Él la miró con aquella mirada profunda que la hacía sentirse como si estuviera desnudándole el alma.

–Tus pesadillas –le dijo en voz baja–. Hay algo de lo que tú no te has desvinculado. ¿De qué, Maggie? ¿De Stucky?

–¿Cómo sabes lo de Stucky? –Maggie se incorporó, tratando de repeler la tensión que le producía la sola mención de aquel hombre.

–Aquella noche, en mi casa, gritaste su nombre varias veces. Pensé que me hablarías de él. Cuando no lo hiciste... En fin, me dije que no era asunto mío. Puede que aún no lo sea.

–A estas alturas, ya es del dominio público.

–¿Del dominio público?

–Albert Stucky es un asesino en serie a cuya captura contribuí hace poco más de un mes. Le pusimos el apodo de El Coleccionista. Secuestraba a dos, tres, a veces, incluso a cuatro mujeres a la vez, y las guardaba, las coleccionaba en algún edificio cerrado o almacén abandonado. Cuando se cansaba de ellas, las mataba descuartizándolas, golpeándoles el cráneo, dándoles mordiscos.

–¡Dios!, y yo que pensaba que el tipo al que estamos persiguiendo estaba como un cencerro.

–Stucky es único en su especie. Fue mi perfil lo que lo identificó. Lo estuvimos siguiendo durante dos años. Cada vez que nos acercábamos, se trasladaba a otra parte del país. En algún momento, Stucky descubrió que yo era la experta en perfiles. Fue entonces cuando comenzó el juego.

La luz de la luna entraba a raudales por la ventana.
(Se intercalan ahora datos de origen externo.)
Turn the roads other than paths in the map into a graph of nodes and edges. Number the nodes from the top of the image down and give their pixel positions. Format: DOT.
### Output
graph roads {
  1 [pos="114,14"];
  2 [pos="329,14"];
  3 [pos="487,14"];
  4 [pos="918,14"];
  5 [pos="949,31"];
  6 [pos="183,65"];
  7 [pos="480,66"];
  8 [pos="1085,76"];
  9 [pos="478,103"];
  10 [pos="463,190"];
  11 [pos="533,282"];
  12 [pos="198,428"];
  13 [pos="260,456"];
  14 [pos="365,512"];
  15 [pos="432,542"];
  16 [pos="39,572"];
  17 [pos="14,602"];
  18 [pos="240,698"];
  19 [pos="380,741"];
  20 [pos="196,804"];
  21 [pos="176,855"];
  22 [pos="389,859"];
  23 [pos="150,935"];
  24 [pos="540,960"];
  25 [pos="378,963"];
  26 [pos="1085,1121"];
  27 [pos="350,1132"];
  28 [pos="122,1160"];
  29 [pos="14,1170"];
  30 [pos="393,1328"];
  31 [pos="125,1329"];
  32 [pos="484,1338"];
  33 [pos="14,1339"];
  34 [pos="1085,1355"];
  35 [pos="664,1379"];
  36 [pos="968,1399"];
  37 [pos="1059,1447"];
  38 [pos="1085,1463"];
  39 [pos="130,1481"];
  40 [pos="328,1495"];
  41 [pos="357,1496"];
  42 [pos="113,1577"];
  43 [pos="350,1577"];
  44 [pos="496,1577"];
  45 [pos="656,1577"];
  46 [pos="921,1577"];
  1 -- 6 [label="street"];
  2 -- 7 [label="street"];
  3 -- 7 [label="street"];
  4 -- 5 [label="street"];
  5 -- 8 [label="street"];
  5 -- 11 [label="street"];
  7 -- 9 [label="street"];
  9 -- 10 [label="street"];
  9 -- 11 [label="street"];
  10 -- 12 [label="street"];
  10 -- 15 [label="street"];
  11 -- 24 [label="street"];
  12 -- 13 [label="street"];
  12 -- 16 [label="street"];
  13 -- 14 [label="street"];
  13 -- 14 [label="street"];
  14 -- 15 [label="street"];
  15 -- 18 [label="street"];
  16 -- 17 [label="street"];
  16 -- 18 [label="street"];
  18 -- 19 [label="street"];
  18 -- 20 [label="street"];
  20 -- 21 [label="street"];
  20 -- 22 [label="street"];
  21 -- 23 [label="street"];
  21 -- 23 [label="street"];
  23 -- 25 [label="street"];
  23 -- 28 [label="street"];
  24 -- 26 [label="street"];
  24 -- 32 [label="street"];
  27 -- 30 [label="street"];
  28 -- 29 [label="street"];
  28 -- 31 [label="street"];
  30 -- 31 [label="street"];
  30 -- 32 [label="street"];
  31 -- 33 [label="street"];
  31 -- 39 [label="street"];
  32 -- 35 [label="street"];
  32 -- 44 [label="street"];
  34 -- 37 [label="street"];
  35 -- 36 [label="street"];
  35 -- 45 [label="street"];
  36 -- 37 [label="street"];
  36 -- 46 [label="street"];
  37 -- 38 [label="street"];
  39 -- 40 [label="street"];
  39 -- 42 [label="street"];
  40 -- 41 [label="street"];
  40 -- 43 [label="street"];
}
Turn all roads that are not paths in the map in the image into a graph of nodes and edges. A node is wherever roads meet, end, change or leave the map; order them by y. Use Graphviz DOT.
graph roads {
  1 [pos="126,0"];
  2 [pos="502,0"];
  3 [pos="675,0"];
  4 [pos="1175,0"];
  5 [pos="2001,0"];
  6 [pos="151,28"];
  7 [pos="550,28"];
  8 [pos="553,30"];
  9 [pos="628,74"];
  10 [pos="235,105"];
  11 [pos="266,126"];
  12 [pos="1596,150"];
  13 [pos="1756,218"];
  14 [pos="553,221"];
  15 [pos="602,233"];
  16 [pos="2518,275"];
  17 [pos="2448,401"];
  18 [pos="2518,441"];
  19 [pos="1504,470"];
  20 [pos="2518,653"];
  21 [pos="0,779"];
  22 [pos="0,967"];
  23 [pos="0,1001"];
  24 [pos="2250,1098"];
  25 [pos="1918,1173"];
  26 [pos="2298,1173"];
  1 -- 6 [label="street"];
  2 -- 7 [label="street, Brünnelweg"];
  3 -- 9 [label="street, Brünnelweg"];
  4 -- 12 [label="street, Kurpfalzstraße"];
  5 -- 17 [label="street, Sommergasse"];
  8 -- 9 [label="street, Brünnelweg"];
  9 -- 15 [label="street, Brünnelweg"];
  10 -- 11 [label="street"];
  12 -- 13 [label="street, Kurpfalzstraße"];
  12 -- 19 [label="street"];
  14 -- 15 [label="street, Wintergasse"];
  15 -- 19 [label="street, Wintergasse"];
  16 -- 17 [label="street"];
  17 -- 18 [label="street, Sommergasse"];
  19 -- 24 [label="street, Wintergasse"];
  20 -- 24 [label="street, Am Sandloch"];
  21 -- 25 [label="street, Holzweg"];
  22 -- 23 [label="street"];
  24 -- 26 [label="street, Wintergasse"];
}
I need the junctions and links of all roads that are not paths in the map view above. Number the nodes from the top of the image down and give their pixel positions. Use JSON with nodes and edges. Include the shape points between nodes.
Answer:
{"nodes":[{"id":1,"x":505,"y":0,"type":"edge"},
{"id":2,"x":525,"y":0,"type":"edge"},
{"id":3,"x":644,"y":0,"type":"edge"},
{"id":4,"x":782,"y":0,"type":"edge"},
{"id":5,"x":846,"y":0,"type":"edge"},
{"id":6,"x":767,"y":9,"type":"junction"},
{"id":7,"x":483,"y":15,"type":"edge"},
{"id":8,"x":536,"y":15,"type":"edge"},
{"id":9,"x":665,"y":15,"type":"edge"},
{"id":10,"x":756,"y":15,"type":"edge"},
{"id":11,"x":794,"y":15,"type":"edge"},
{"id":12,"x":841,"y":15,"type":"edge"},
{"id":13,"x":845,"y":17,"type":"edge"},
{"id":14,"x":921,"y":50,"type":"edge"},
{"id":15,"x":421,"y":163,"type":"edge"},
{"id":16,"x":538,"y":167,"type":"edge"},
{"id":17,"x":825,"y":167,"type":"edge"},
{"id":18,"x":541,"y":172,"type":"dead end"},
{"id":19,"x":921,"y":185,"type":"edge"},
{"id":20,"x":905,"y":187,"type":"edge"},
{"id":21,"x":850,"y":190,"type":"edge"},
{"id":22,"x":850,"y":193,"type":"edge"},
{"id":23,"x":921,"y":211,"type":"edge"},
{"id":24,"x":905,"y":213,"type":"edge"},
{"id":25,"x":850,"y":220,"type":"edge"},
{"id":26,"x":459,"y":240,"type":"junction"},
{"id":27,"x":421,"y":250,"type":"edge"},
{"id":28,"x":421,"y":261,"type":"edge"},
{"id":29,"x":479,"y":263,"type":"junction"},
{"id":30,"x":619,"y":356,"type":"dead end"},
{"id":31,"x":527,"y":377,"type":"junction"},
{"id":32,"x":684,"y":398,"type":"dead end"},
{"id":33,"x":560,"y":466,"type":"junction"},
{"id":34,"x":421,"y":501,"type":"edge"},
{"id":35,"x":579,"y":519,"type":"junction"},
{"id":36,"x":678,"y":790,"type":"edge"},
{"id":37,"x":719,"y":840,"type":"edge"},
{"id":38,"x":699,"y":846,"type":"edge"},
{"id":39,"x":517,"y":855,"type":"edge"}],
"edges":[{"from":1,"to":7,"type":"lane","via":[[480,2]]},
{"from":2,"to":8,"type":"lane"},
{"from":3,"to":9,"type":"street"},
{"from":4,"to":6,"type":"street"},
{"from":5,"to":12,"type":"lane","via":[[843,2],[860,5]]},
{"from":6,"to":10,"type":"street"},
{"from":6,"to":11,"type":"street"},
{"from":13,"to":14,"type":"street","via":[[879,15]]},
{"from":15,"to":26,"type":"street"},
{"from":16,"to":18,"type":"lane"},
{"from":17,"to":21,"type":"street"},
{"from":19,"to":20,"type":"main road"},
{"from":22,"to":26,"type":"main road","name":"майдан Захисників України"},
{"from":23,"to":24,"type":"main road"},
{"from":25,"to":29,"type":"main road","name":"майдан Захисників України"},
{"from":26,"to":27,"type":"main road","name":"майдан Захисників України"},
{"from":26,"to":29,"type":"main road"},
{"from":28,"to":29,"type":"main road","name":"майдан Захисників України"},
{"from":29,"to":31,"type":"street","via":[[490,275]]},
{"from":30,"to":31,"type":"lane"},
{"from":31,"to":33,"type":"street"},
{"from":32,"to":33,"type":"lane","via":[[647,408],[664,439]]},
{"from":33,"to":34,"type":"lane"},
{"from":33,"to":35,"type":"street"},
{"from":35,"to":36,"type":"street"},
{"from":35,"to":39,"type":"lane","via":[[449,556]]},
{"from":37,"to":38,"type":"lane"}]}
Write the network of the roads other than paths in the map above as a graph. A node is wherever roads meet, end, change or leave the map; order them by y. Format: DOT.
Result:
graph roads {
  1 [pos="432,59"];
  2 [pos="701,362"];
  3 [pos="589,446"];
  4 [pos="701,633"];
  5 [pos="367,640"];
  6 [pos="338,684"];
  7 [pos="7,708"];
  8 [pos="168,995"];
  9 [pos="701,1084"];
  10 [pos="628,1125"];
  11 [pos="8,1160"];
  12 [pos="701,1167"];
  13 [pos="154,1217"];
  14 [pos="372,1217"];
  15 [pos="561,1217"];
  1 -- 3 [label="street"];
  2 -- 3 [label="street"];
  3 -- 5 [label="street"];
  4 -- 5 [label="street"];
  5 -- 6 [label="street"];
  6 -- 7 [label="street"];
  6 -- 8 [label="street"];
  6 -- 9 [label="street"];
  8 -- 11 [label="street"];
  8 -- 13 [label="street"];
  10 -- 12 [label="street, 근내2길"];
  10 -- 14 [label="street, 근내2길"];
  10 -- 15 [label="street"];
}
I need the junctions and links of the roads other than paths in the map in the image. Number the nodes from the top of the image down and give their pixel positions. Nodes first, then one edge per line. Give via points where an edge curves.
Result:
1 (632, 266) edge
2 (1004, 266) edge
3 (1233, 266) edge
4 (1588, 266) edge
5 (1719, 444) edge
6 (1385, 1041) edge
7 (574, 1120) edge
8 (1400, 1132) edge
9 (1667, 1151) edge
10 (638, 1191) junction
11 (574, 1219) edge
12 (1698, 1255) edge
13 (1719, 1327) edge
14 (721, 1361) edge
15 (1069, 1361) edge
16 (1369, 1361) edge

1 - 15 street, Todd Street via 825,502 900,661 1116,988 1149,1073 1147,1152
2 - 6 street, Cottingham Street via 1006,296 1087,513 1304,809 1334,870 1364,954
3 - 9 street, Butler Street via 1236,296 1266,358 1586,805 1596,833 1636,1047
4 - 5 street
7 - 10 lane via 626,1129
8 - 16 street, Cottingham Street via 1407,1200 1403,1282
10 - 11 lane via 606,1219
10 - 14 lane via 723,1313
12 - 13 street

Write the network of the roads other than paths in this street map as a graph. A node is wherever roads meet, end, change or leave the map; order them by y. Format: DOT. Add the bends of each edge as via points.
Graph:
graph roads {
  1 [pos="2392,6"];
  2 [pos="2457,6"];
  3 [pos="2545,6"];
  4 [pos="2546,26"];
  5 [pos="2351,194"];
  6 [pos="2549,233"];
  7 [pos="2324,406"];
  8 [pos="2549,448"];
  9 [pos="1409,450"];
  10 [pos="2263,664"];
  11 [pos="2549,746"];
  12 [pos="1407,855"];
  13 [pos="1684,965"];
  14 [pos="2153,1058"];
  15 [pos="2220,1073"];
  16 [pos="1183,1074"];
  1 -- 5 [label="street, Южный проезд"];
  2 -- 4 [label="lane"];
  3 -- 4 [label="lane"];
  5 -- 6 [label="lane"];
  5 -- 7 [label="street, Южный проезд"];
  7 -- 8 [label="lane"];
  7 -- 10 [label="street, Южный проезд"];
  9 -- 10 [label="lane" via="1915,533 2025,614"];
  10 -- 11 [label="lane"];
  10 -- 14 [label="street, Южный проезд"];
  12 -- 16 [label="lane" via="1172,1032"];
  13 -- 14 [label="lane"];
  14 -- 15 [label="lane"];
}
Maggie lo miró, incómoda ante el escrutinio de aquellos ojos azules penetrantes llenos de tanta preocupación como interés.

–Háblame del juego –le dijo con expresión seria.

–Stucky hurgó en mi pasado. Averiguó que mi padre había muerto, que mi madre era alcohólica. Parecía saberlo todo. Hace cosa de un año, empecé a recibir notas de Stucky. Y empezó a enviar pistas sobre dónde guardaba a las víctimas. Si acertaba, me recompensaba con una nueva pista. Si fallaba, me castigaba con un cadáver. Fallaba bastante; siempre que encontrábamos a una de sus víctimas en un contenedor tenía la sensación de que era culpa mía.

Cerró los ojos, permitiéndose ver los rostros. Todos ellos con la misma mirada de horror. Los recordaba todos, podía enumerar sus nombres, direcciones, características personales. Era como una letanía de santos. Abrió los ojos, rehuyó los de Nick y prosiguió.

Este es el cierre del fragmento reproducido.